• Il fallait le faire, c'était nécessaire bien que l'idée ne soit pas au goût du peintre. Malheureusement pour lui, il était de ceux qui n'aimaient pas commencer quelque chose sans le finir. En peinture, aussi beau soit le début d'un tableau, s'il n'est pas peint entièrement, il ne vaut absolument rien. Ukiyo trouvera au moins à avantage à se rendre à Port Royal, il n'y a aucun autre monde qui lui ressemble. Certes, le lieu pue la crasse, empeste l'alcool et les habitants sont souvent désagréables si on exclut les nobles et autres riches personnes. C'est une atmosphère unique qu'il peut être très intéressant de peindre, difficile à retranscrire, un défi de taille. Un tableau doit faire sans l'odeur, la boue dans laquelle le pied s'enfonce, le seul sens présent est la vue. Le Songe avait une autre idée d'oeuvre, dans ce même monde certes mais il devait prendre la mer. Personne n'est sans savoir que la phobie du large est très présente chez Ukiyo, il l'a déjà combattu une fois, il devra le faire une seconde. Toutefois, malgré cet inconvénient, il était assez soulagé de quitter le Jardin Radieux, il devait se faire discret ne serait-ce que pour un temps.

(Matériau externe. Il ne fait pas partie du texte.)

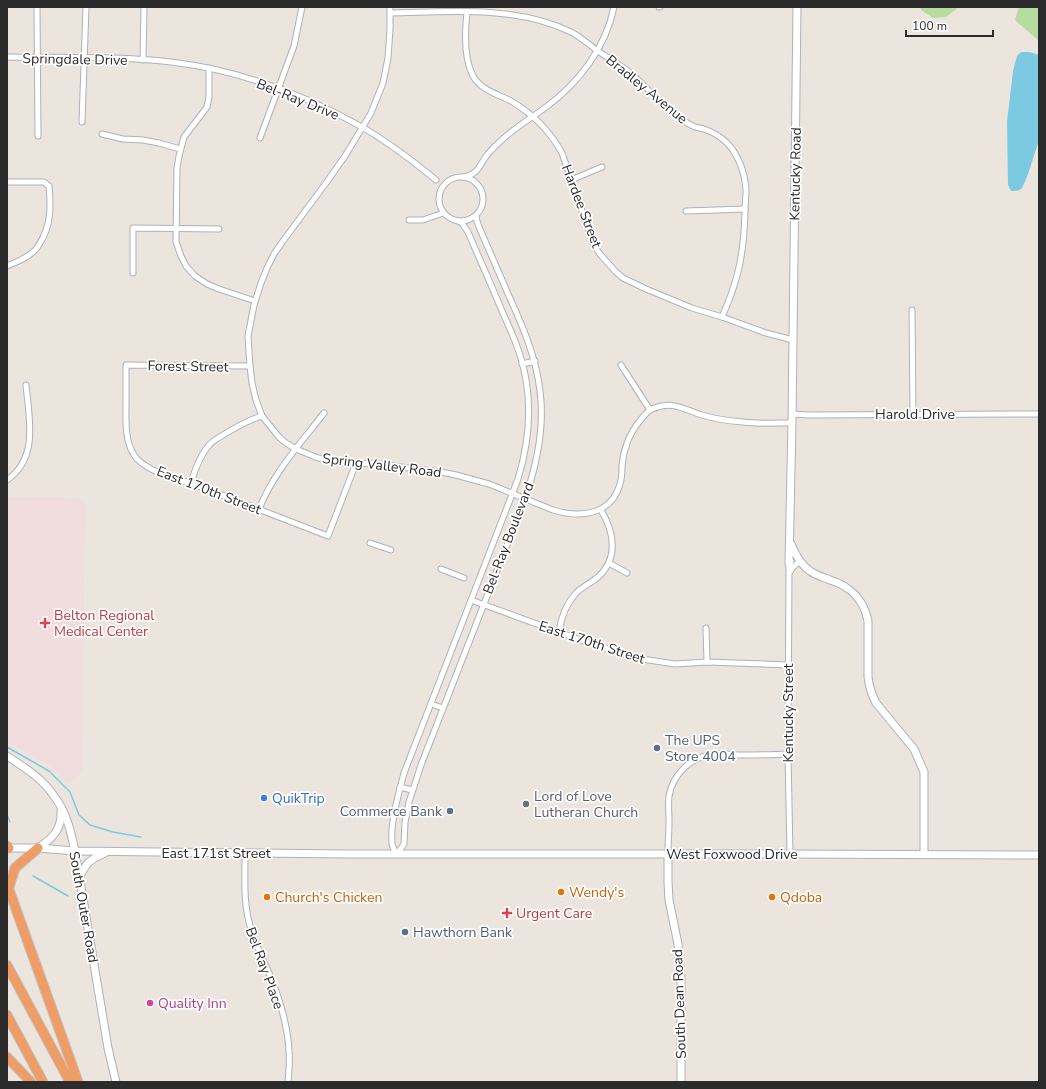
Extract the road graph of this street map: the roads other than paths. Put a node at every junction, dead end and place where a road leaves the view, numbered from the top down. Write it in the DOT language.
graph roads {
  1 [pos="37,7"];
  2 [pos="86,7"];
  3 [pos="144,7"];
  4 [pos="302,7"];
  5 [pos="614,7"];
  6 [pos="797,7"];
  7 [pos="390,10"];
  8 [pos="467,12"];
  9 [pos="597,50"];
  10 [pos="7,57"];
  11 [pos="37,58"];
  12 [pos="84,58"];
  13 [pos="143,60"];
  14 [pos="209,68"];
  15 [pos="278,88"];
  16 [pos="532,117"];
  17 [pos="82,122"];
  18 [pos="363,127"];
  19 [pos="102,134"];
  20 [pos="38,136"];
  21 [pos="260,138"];
  22 [pos="180,150"];
  23 [pos="602,167"];
  24 [pos="477,171"];
  25 [pos="463,177"];
  26 [pos="436,180"];
  27 [pos="448,180"];
  28 [pos="571,180"];
  29 [pos="7,182"];
  30 [pos="480,188"];
  31 [pos="439,193"];
  32 [pos="745,209"];
  33 [pos="686,212"];
  34 [pos="443,213"];
  35 [pos="476,216"];
  36 [pos="409,220"];
  37 [pos="458,221"];
  38 [pos="176,229"];
  39 [pos="219,229"];
  40 [pos="7,266"];
  41 [pos="133,274"];
  42 [pos="255,301"];
  43 [pos="912,310"];
  44 [pos="722,317"];
  45 [pos="793,340"];
  46 [pos="535,361"];
  47 [pos="522,364"];
  48 [pos="126,365"];
  49 [pos="621,365"];
  50 [pos="250,366"];
  51 [pos="26,385"];
  52 [pos="650,410"];
  53 [pos="324,413"];
  54 [pos="792,414"];
  55 [pos="913,414"];
  56 [pos="1039,414"];
  57 [pos="262,416"];
  58 [pos="792,423"];
  59 [pos="296,449"];
  60 [pos="356,463"];
  61 [pos="7,480"];
  62 [pos="191,483"];
  63 [pos="512,494"];
  64 [pos="525,498"];
  65 [pos="259,509"];
  66 [pos="601,510"];
  67 [pos="790,540"];
  68 [pos="370,543"];
  69 [pos="392,550"];
  70 [pos="798,558"];
  71 [pos="609,564"];
  72 [pos="789,564"];
  73 [pos="441,569"];
  74 [pos="627,573"];
  75 [pos="789,573"];
  76 [pos="464,578"];
  77 [pos="471,600"];
  78 [pos="483,605"];
  79 [pos="706,628"];
  80 [pos="559,632"];
  81 [pos="707,662"];
  82 [pos="788,665"];
  83 [pos="431,704"];
  84 [pos="443,708"];
  85 [pos="788,754"];
  86 [pos="7,756"];
  87 [pos="400,787"];
  88 [pos="412,790"];
  89 [pos="61,807"];
  90 [pos="8,847"];
  91 [pos="38,848"];
  92 [pos="74,850"];
  93 [pos="108,851"];
  94 [pos="245,853"];
  95 [pos="397,854"];
  96 [pos="668,854"];
  97 [pos="790,854"];
  98 [pos="924,854"];
  99 [pos="424,855"];
  100 [pos="1039,855"];
  101 [pos="79,878"];
  102 [pos="8,886"];
  103 [pos="7,965"];
  104 [pos="7,1014"];
  105 [pos="7,1057"];
  106 [pos="31,1082"];
  107 [pos="43,1082"];
  108 [pos="70,1082"];
  109 [pos="78,1082"];
  110 [pos="116,1082"];
  111 [pos="288,1082"];
  112 [pos="681,1082"];
  1 -- 11 [label="street"];
  2 -- 12 [label="street"];
  3 -- 13 [label="street"];
  4 -- 15 [label="street"];
  5 -- 9 [label="street"];
  6 -- 45 [label="street, Kentucky Road"];
  7 -- 8 [label="street, Bradley Avenue"];
  7 -- 18 [label="street, Spring Valley Road"];
  8 -- 9 [label="street, Bradley Avenue"];
  8 -- 16 [label="street, Hardee Street"];
  9 -- 16 [label="street"];
  9 -- 32 [label="street, Bradley Avenue"];
  10 -- 11 [label="street, Springdale Drive"];
  11 -- 12 [label="street, Springdale Drive"];
  11 -- 20 [label="street"];
  12 -- 13 [label="street, Springdale Drive"];
  12 -- 17 [label="street"];
  13 -- 14 [label="street, Bel-Ray Drive"];
  14 -- 15 [label="street, Bel-Ray Drive"];
  14 -- 22 [label="street"];
  15 -- 18 [label="street, Bel-Ray Drive"];
  15 -- 21 [label="street"];
  16 -- 24 [label="street"];
  16 -- 28 [label="street, Hardee Street"];
  18 -- 26 [label="street, Bel-Ray Drive"];
  18 -- 42 [label="street, Spring Valley Road"];
  19 -- 22 [label="street"];
  22 -- 38 [label="street"];
  23 -- 28 [label="street"];
  24 -- 25 [label="street"];
  24 -- 30 [label="street"];
  25 -- 27 [label="street"];
  25 -- 30 [label="street"];
  26 -- 27 [label="street"];
  26 -- 31 [label="street"];
  27 -- 31 [label="street"];
  28 -- 44 [label="street, Hardee Street"];
  29 -- 40 [label="street"];
  30 -- 35 [label="street"];
  31 -- 34 [label="street"];
  32 -- 33 [label="street"];
  32 -- 44 [label="street, Bradley Avenue"];
  34 -- 36 [label="street"];
  34 -- 37 [label="street, Bel-Ray Boulevard"];
  35 -- 37 [label="street"];
  35 -- 46 [label="street, Bel-Ray Boulevard"];
  37 -- 47 [label="street, Bel-Ray Boulevard"];
  38 -- 39 [label="street"];
  38 -- 41 [label="street"];
  38 -- 42 [label="street"];
  42 -- 50 [label="street, Spring Valley Road"];
  43 -- 55 [label="street"];
  44 -- 45 [label="street, Hardee Street"];
  45 -- 54 [label="street"];
  46 -- 47 [label="street"];
  46 -- 64 [label="street, Bel-Ray Boulevard"];
  47 -- 63 [label="street, Bel-Ray Boulevard"];
  48 -- 50 [label="street, Forest Street"];
  48 -- 62 [label="street, East 170th Street"];
  49 -- 52 [label="street"];
  50 -- 57 [label="street, Spring Valley Road"];
  51 -- 61 [label="street"];
  52 -- 58 [label="street"];
  52 -- 66 [label="street"];
  53 -- 59 [label="street"];
  54 -- 55 [label="street, Harold Drive"];
  54 -- 58 [label="street"];
  55 -- 56 [label="street, Harold Drive"];
  57 -- 59 [label="street, Spring Valley Road"];
  57 -- 62 [label="street"];
  58 -- 67 [label="street"];
  59 -- 60 [label="street, Spring Valley Road"];
  59 -- 65 [label="street"];
  60 -- 63 [label="street, Spring Valley Road"];
  60 -- 65 [label="street, East 170th Street"];
  62 -- 65 [label="street, East 170th Street"];
  63 -- 64 [label="street, Spring Valley Road"];
  63 -- 77 [label="street, Bel-Ray Boulevard"];
  64 -- 66 [label="street, Spring Valley Road"];
  64 -- 78 [label="street, Bel-Ray Boulevard"];
  66 -- 71 [label="street"];
  67 -- 70 [label="street"];
  67 -- 72 [label="street"];
  68 -- 69 [label="street"];
  70 -- 72 [label="street"];
  70 -- 75 [label="street"];
  70 -- 98 [label="street"];
  71 -- 74 [label="street"];
  71 -- 80 [label="street"];
  72 -- 75 [label="street, Kentucky Street"];
  73 -- 76 [label="street"];
  75 -- 82 [label="street, Kentucky Street"];
  77 -- 78 [label="street, East 170th Street"];
  77 -- 83 [label="street, Bel-Ray Boulevard"];
  78 -- 80 [label="street, East 170th Street"];
  78 -- 84 [label="street, Bel-Ray Boulevard"];
  79 -- 81 [label="street"];
  80 -- 81 [label="street, East 170th Street"];
  81 -- 82 [label="street, East 170th Street"];
  82 -- 85 [label="street, Kentucky Street"];
  83 -- 84 [label="street"];
  83 -- 87 [label="street, Bel-Ray Boulevard"];
  84 -- 88 [label="street, Bel-Ray Boulevard"];
  85 -- 96 [label="street"];
  85 -- 97 [label="street, Kentucky Street"];
  86 -- 89 [label="street, South Outer Road"];
  87 -- 88 [label="street"];
  87 -- 95 [label="street, Bel-Ray Boulevard"];
  88 -- 95 [label="street, Bel-Ray Boulevard"];
  89 -- 91 [label="street"];
  89 -- 92 [label="street, South Outer Road"];
  90 -- 91 [label="street, East 171st Street"];
  91 -- 92 [label="street, East 171st Street"];
  91 -- 102 [label="highway"];
  92 -- 93 [label="street, East 171st Street"];
  92 -- 101 [label="street, South Outer Road"];
  93 -- 94 [label="street, East 171st Street"];
  93 -- 101 [label="street"];
  94 -- 95 [label="street, East 171st Street"];
  94 -- 111 [label="street, Bel Ray Place"];
  95 -- 99 [label="street, East 171st Street"];
  96 -- 97 [label="street, West Foxwood Drive"];
  96 -- 99 [label="street, West Foxwood Drive"];
  96 -- 112 [label="street, South Dean Road"];
  97 -- 98 [label="street, West Foxwood Drive"];
  98 -- 100 [label="street, West Foxwood Drive"];
  101 -- 110 [label="street, South Outer Road"];
  102 -- 109 [label="highway"];
  103 -- 108 [label="highway"];
  104 -- 107 [label="highway"];
  105 -- 106 [label="highway"];
}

    Quelques heures plus tard, il était à bord d'un grand navire, ceux de marchands. D'ordinaire, ils n'acceptent pas de voyageur par rapport aux risques qu'ils pourraient encourir. Pour ce faire, Ukiyo leur offrit le reste de sa maigre fortune. Si l'on devait faire le bilan entre ce périple en haute mer et le précédent, on pourrait remarquer que le peintre était moins nerveux. Peut-être qu'ayant surmonté un défi la fois précédente, il se sent plus fort. Une chose était sûre, le bateau était plus grand et bien plus stable que la minuscule chaloupe qui menaçait de se renverser ç chaque grande vague. Il y avait un faible vent toute fois suffisant pour faire avancer le navire. D'après les marchands, c'était un alizé. Ukiyo n'y connaissait rien et pour le moment ce n'était pas sa préoccupation.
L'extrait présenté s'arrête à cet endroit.